The Court also held that the government’s failure to use the notice and comment requirements provided for in the Administrative Procedure Act constituted an independent reason to strike down the challenged rules.

The government had challenged the plaintiffs’ standing to challenge the rules. Here, again, the Court rejected this argument. It found that TMA had standing because it had provided affidavits from its members that they had and would suffer harm, showing that these members had standing. The Court found that:

TMA is a medical trade association seeking to protect the interests of its members as healthcare providers, an interest germane to TMA’s purpose…and neither TMA’s claim nor the requested relief…requires the participation of TMA’s individual members in this suit…[t]he Court is satisfied that TMA has standing to bring this action on behalf of its members.

Lastly, the Court considered the appropriate remedy and determined that it was to vacate the challenged rules:

Here, the seriousness of the deficiency weighs heavily in favor of vacatur…[T]he Rule conflicts with the unambiguous terms of the Act in several key respects.
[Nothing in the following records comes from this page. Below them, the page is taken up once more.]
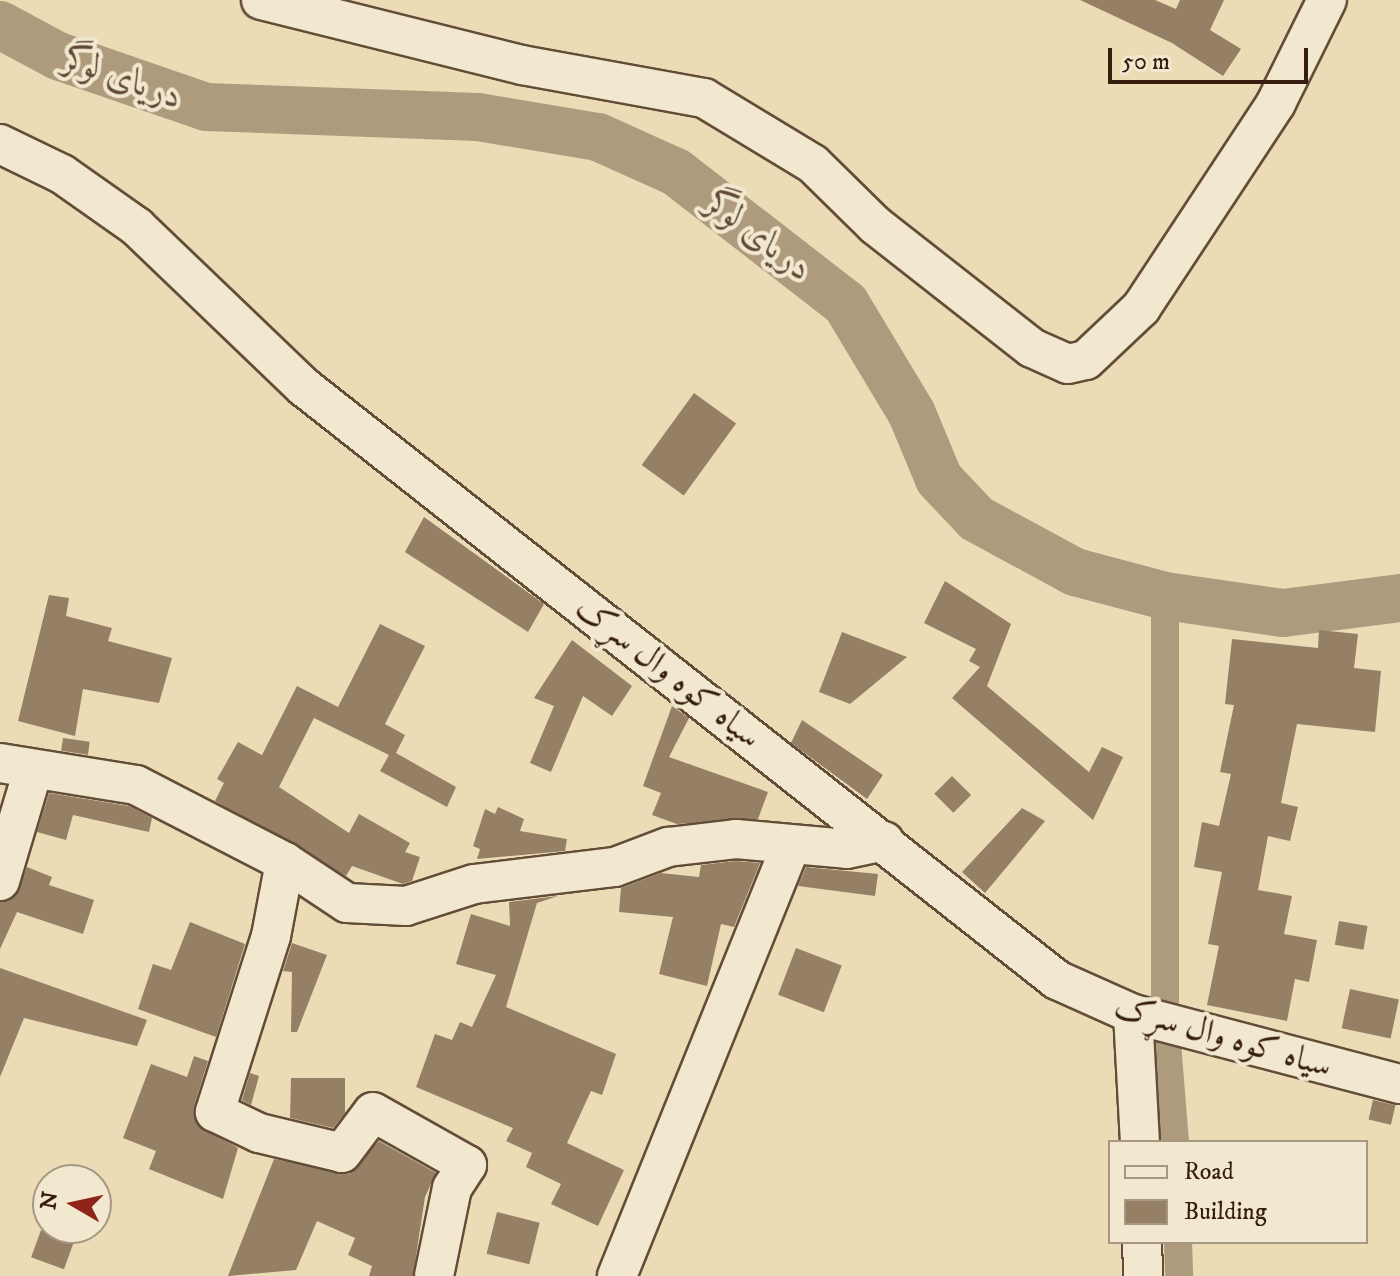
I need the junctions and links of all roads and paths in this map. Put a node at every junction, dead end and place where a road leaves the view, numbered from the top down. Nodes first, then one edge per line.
1 (261, 0) edge
2 (1327, 0) edge
3 (0, 144) edge
4 (17, 766) edge
5 (884, 841) junction
6 (791, 845) junction
7 (285, 862) junction
8 (0, 881) edge
9 (1140, 1015) junction
10 (1400, 1084) edge
11 (1140, 1140) edge
12 (1142, 1244) edge
13 (434, 1276) edge
14 (617, 1276) edge
15 (1143, 1276) edge

1 - 2 street
3 - 5 street, سیاه کوه وال سړک
4 - 7 street
4 - 8 street
5 - 6 street
5 - 9 street, سیاه کوه وال سړک
6 - 7 street
6 - 14 street
7 - 13 street
9 - 10 street, سیاه کوه وال سړک
9 - 11 street
12 - 15 street

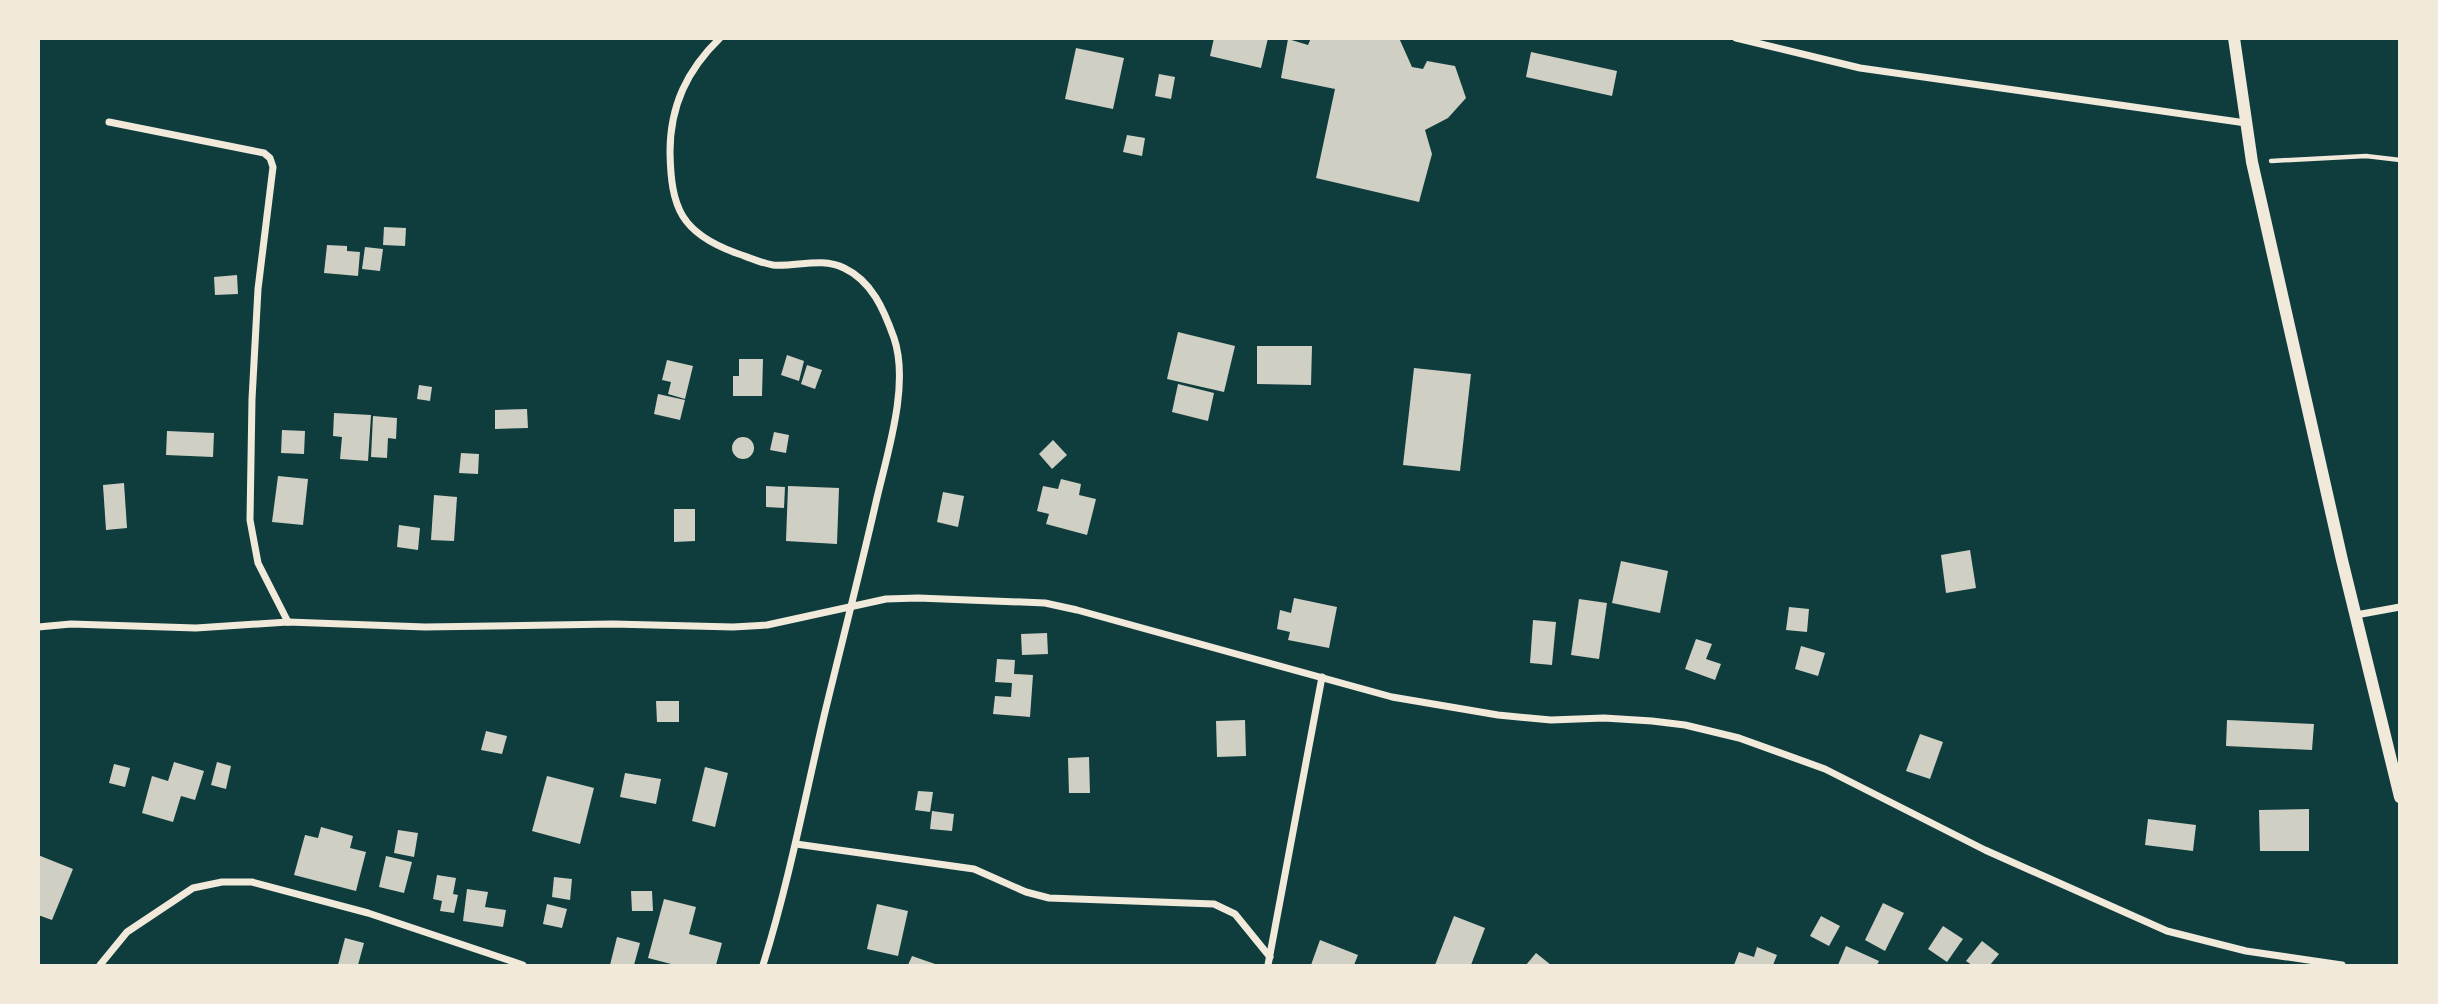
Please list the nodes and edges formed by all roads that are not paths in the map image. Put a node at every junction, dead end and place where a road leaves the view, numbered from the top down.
1 (720, 38) edge
2 (1736, 38) edge
3 (2234, 38) edge
4 (109, 122) dead end
5 (2246, 123) junction
6 (852, 607) junction
7 (2399, 607) edge
8 (2356, 615) junction
9 (288, 622) junction
10 (38, 627) edge
11 (1322, 677) junction
12 (2399, 797) edge
13 (796, 844) junction
14 (1269, 961) edge
15 (100, 965) edge
16 (523, 965) edge
17 (763, 965) edge
18 (2343, 965) edge

1 - 6 street
2 - 5 street
3 - 5 street
4 - 9 street
5 - 8 street
6 - 9 street
6 - 11 street
6 - 13 street
7 - 8 street
8 - 12 street
9 - 10 street
11 - 14 street
11 - 18 street
13 - 14 street
13 - 17 street
15 - 16 street

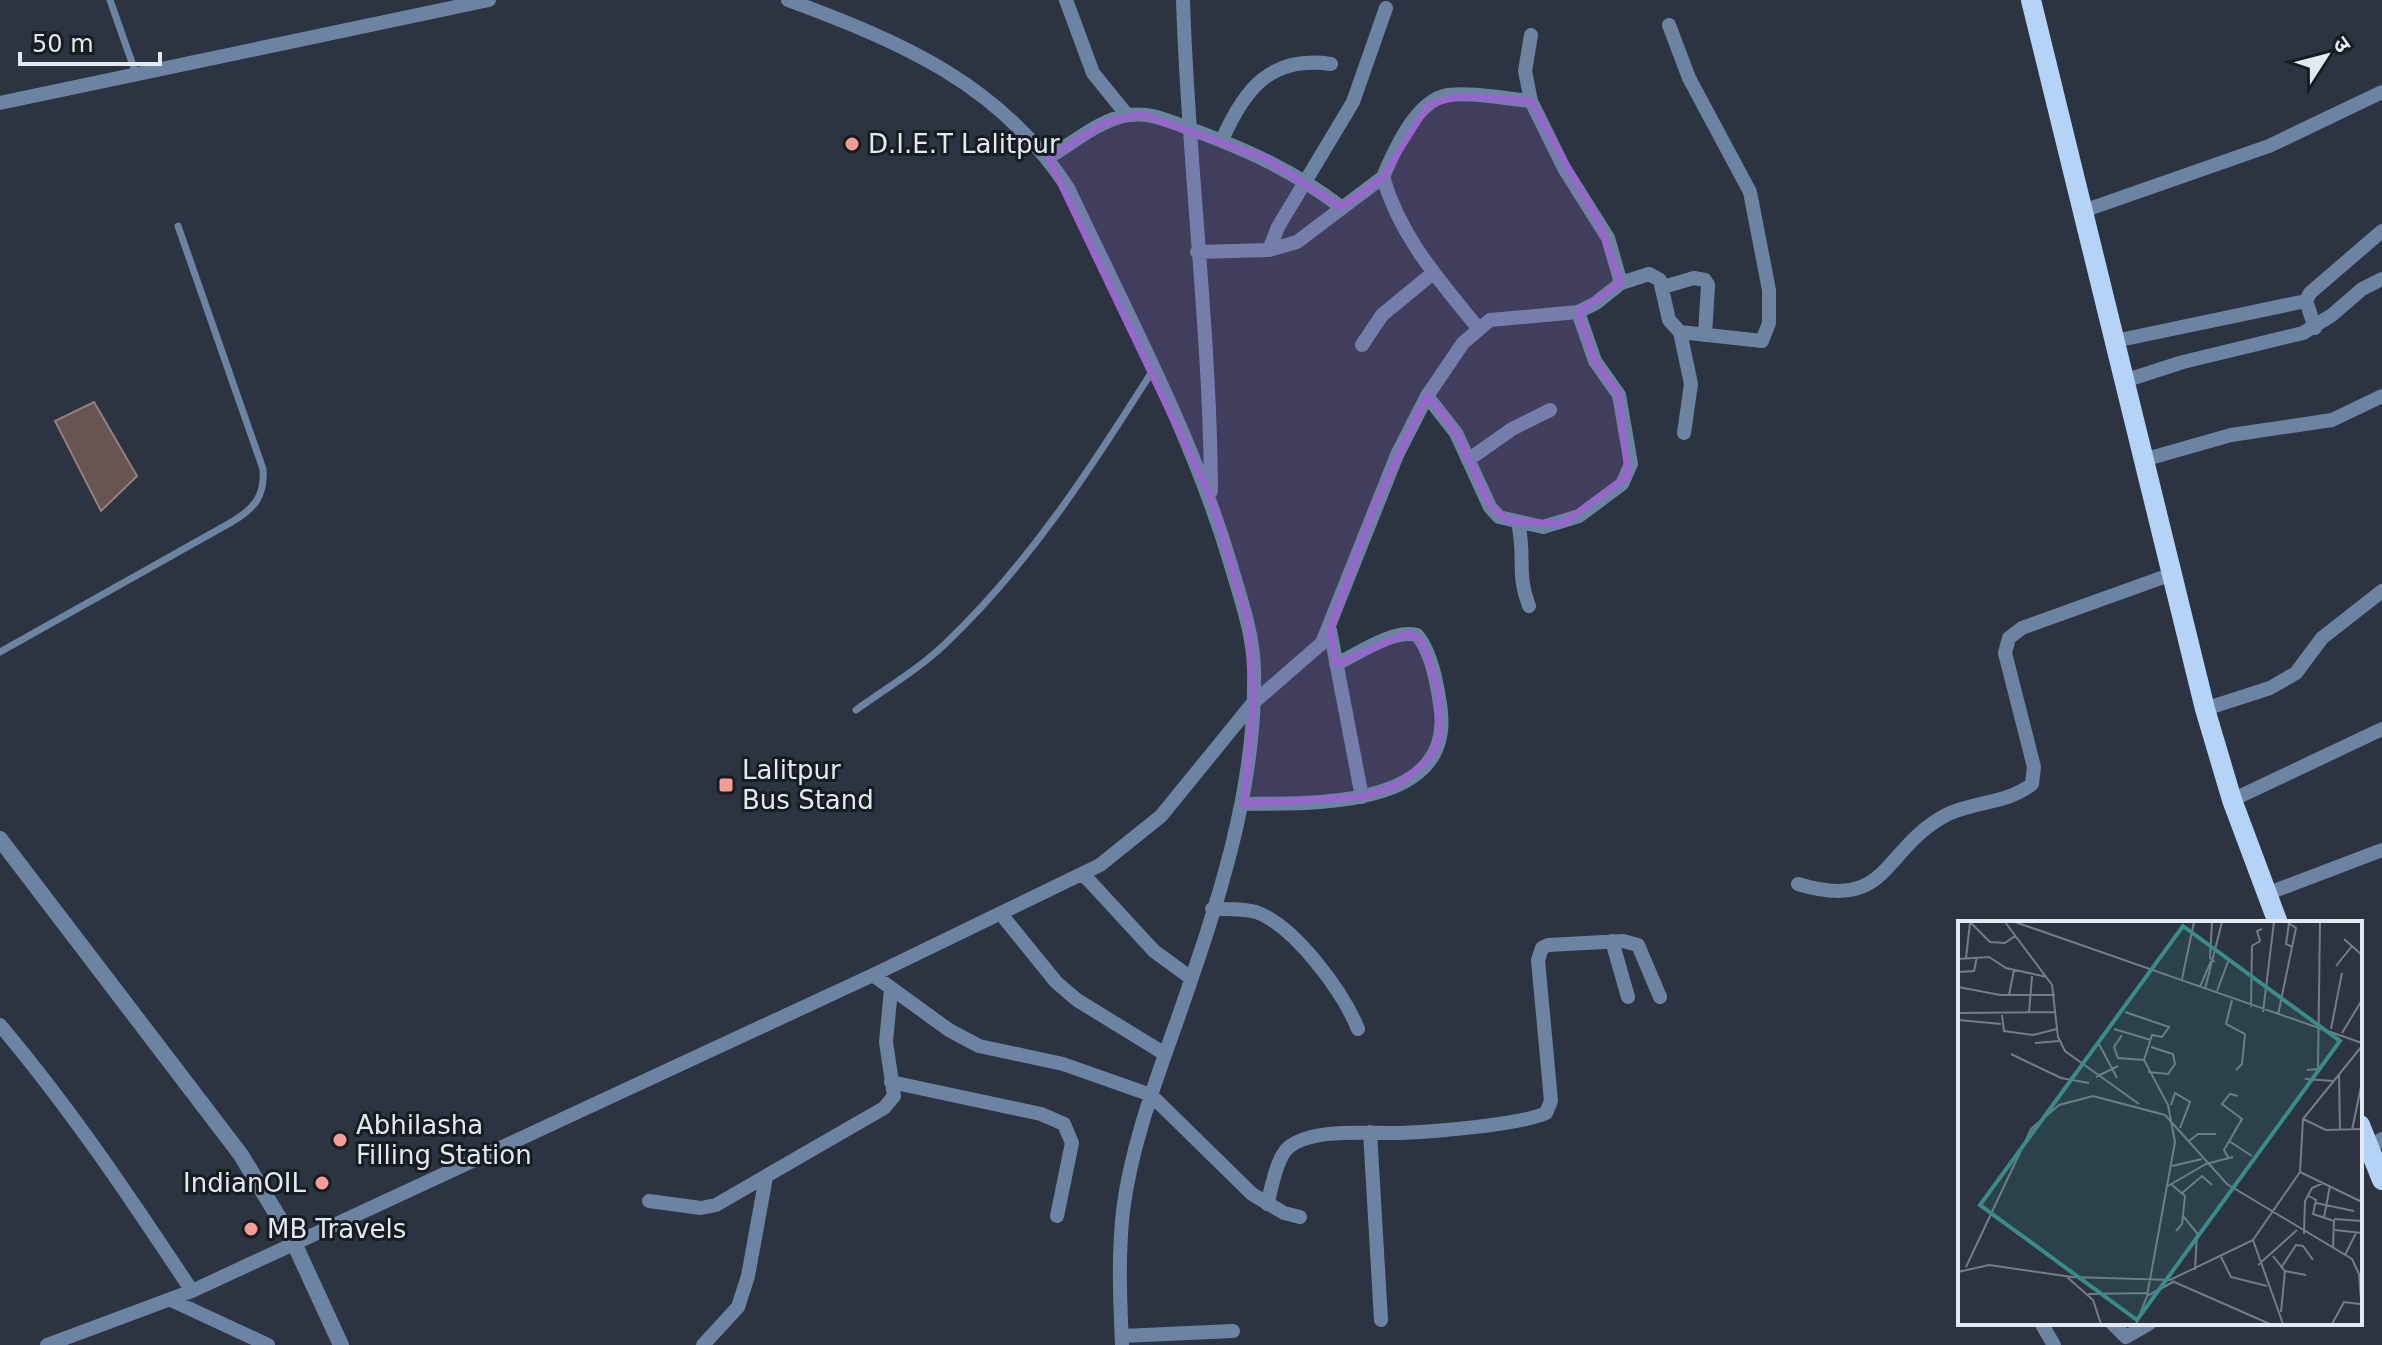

This means that there is nothing the Departments can do on remand to rehabilitee or justify the challenged portions of the Rule as written.

The Court’s opinion is linked here.

The attorneys at Whatley Kallas will continue to follow developments both with respect to the government’s further issuance of rules governing the determination of out-of-network payments and with respect to litigation brought by other provider groups challenging the rules, including the lawsuit brought by the AMA and the AHA.